Formation et parcours valorisés
L’ingénieur généraliste reste le profil de référence. Comme l’explique Gabrielle Seillier dans notre interview : “J’ai une formation d’ingénieur généraliste, d’ingénieur ICAM, et ça fait maintenant plus de 15 ans que je travaille en supply chain. Ce diplôme d’ingénieur permet de s’ouvrir les horizons sur des secteurs autres que la production pure.”
Les formations alternatives méritent attention :
- Commerce international + spécialisation supply chain
- Économie/gestion avec expérience logistique
- Formations courtes spécialisées (APICS/ASCM, formations continues)
L’expérience terrain constitue un atout majeur. Gabrielle Seillier insiste : “Ce passage dans l’usine m’a apporté ce sens du terrain et de la réalité. C’est un des principes de l’amélioration continue : aller sur le terrain.
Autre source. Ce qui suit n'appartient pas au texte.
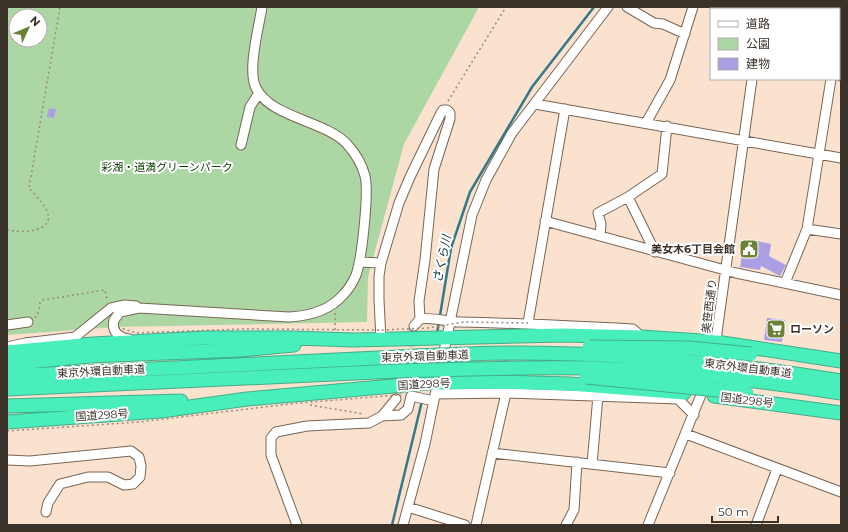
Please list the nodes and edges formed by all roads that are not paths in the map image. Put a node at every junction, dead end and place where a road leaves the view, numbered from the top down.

Si on pense qu’on a un problème avec un fournisseur, on va le visiter, on va visiter son atelier.”
Recherchez des candidats ayant évolué dans :
- Production et méthodes industrielles
- Amélioration continue et qualité
- Logistique opérationnelle
- Achats (complémentarité métier)
Compétences techniques indispensables
Un bon approvisionneur maîtrise les fondamentaux théoriques et sait les appliquer pragmatiquement. Gabrielle Seillier définit le cœur de métier : “La question à laquelle on doit répondre quand on est responsable approvisionnement, c’est qu’est-ce qu’on doit stocker ? À quel niveau ? Pourquoi ? Dans quel délai ?”
Les 3 flux essentiels à maîtriser :
- Flux marchandises : pilotage des livraisons, gestion des transports
- Flux information : référencement produits, statuts commandes, communication
- Flux financiers : impact trésorerie, optimisation des coûts
Compétences méthodologiques :
- Distinction besoin dépendant/indépendant
- Maîtrise MRP vs point de commande
- Calcul et dimensionnement stocks de sécurité
- Analyse ABC/XYZ et segmentation produits
Outils informatiques :
- ERP (SAP, Oracle, autres) – paramétrage et utilisation
- Excel avancé (tableaux croisés, macros, modélisation)
- Outils BI et reporting (Power BI, Tableau, autres)
Soft skills critiques
Au-delà des compétences techniques, recherchez ces qualités comportementales :
Pragmatisme et sens du terrain La capacité à aller vérifier sur le terrain distingue les bons approvisionneurs. Ils ne se contentent pas des données système mais confrontent théorie et réalité.
Capacités relationnelles L’approvisionnement est un métier de relation. Avec les fournisseurs, comme l’explique Gabrielle Seillier : “Il fallait donner envie au fournisseur de nous fournir. Ce qui est un peu différent de cette vision qu’on pouvait avoir il y a 15–20 ans que le fournisseur est à mon service.”
Esprit d’analyse et synthèse Face à une masse d’informations, l’approvisionneur doit identifier l’essentiel et prendre les bonnes décisions rapidement.
Résistance au stress Gérer les urgences, arbitrer entre priorités conflictuelles, négocier sous pression : le métier demande une forte résistance au stress.
2. Questions d’entretien de recrutement révélatrices
Inspirées des conseils de Gabrielle Seillier, voici les questions qui révèlent la vraie valeur d’un candidat.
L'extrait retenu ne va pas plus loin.